Retributivist says, "if you're a utilitarian, you say, 'Oh well! Punishing him won't do any good! Let him go back to his nice life in suburbia.
"But this is incredibly misguided," Retributivist says. "He had to be punished. Anyone with any sense can see that."
"I guess you must think I don't have any sense!" Utilitarian says.
"Clearly we must agree to disagree here," Retributivist says.
Restorative justice has emerged in Western law in recent decades as a different way to do sentencing, and as a possible alternative to sending offenders to jail.
As opposed to retributive justice which can be more straightforward and concerned with actions, modern restorative justice takes relationships and more context into account, and can be more circumstantial.

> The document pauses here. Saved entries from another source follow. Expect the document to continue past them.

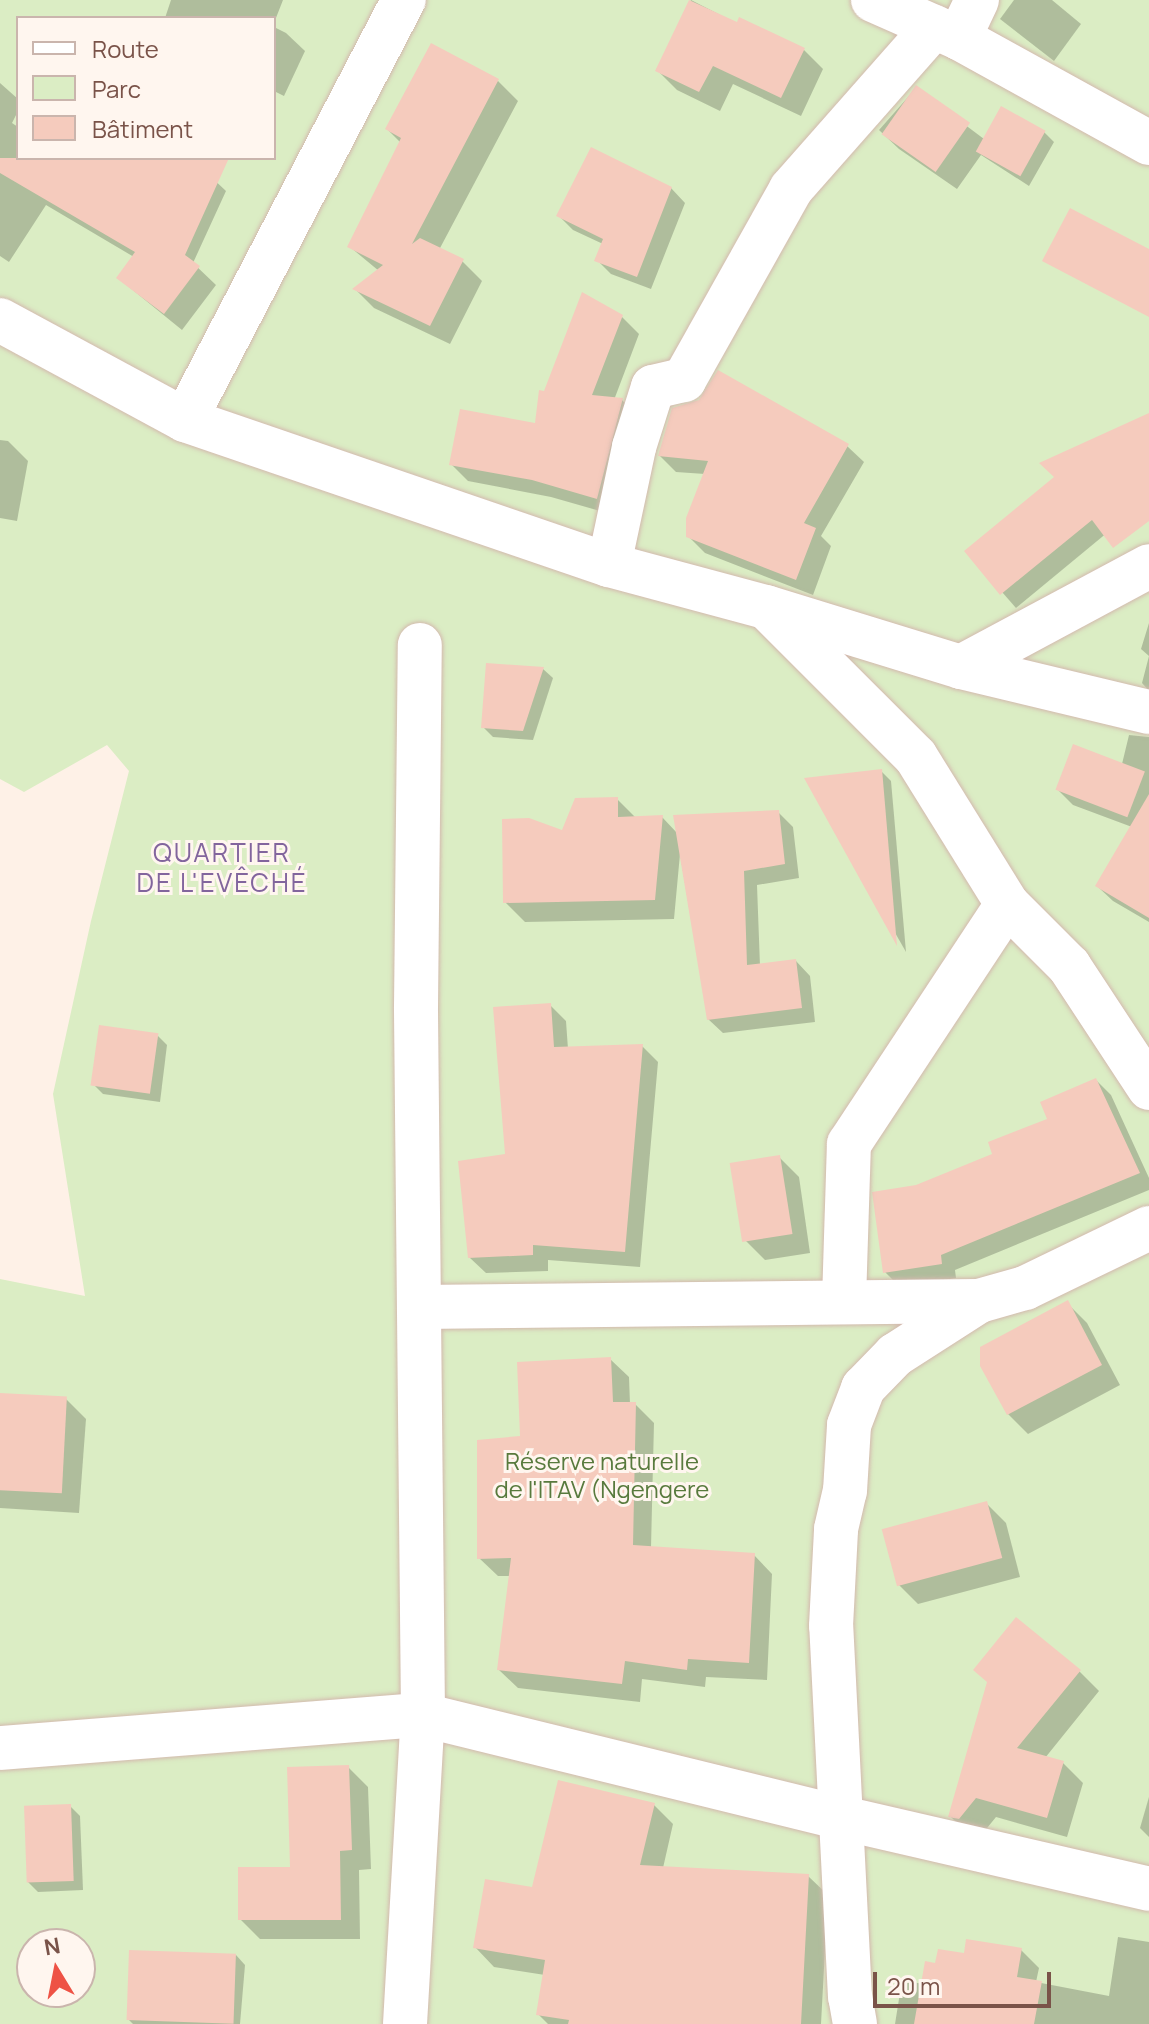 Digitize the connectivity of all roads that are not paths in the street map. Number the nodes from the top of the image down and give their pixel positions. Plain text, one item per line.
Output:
1 (404, 0) edge
2 (873, 0) edge
3 (957, 22) edge
4 (1149, 143) edge
5 (0, 320) edge
6 (185, 420) junction
7 (609, 565) junction
8 (1149, 566) edge
9 (766, 607) junction
10 (420, 645) dead end
11 (961, 667) junction
12 (1149, 712) edge
13 (1007, 904) junction
14 (1149, 1088) edge
15 (1149, 1228) edge
16 (844, 1301) junction
17 (979, 1301) junction
18 (419, 1307) junction
19 (423, 1715) junction
20 (0, 1748) edge
21 (842, 1818) junction
22 (1149, 1889) edge
23 (405, 2024) edge
24 (855, 2024) edge

1 - 6 street
2 - 3 street
3 - 4 street
3 - 7 street
5 - 6 street
6 - 7 street
7 - 9 street
8 - 11 street
9 - 11 street
9 - 13 street
10 - 18 street
11 - 12 street
13 - 14 street
13 - 16 street
15 - 17 street
16 - 17 street
16 - 18 street
17 - 21 street
18 - 19 street
19 - 20 street
19 - 21 street
19 - 23 street
21 - 22 street
21 - 24 street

According to the 1999 Supreme Court of Canada decision R. v. Gladue, "restorative justice may be described as an approach to remedying crime in which it is understood that all things are interrelated and that crime disrupts the harmony which existed prior to its occurrence, or at least which it is felt should exist.
"The appropriateness of a particular [penalty] is largely determined by the needs of the victims, and the community, as well as the offender. The focus is on the human beings closely affected by the crime."
Jail is usually thought to be incompatible with restorative justice. Restorative justice consequences take other forms.
Gladue report writer Anisa White, in an online video, told the story of a woman charged with clam digging out of season. A suggested consequence was to work at a food bank for some time and package food baskets for families in need.
Two Department of Justice Canada videos relate two situations.
A consequence (chosen by the victim) for a woman who stole from a café was to prepare a meal for a large community dinner, in which much of the community knew the victim and knew about the crime.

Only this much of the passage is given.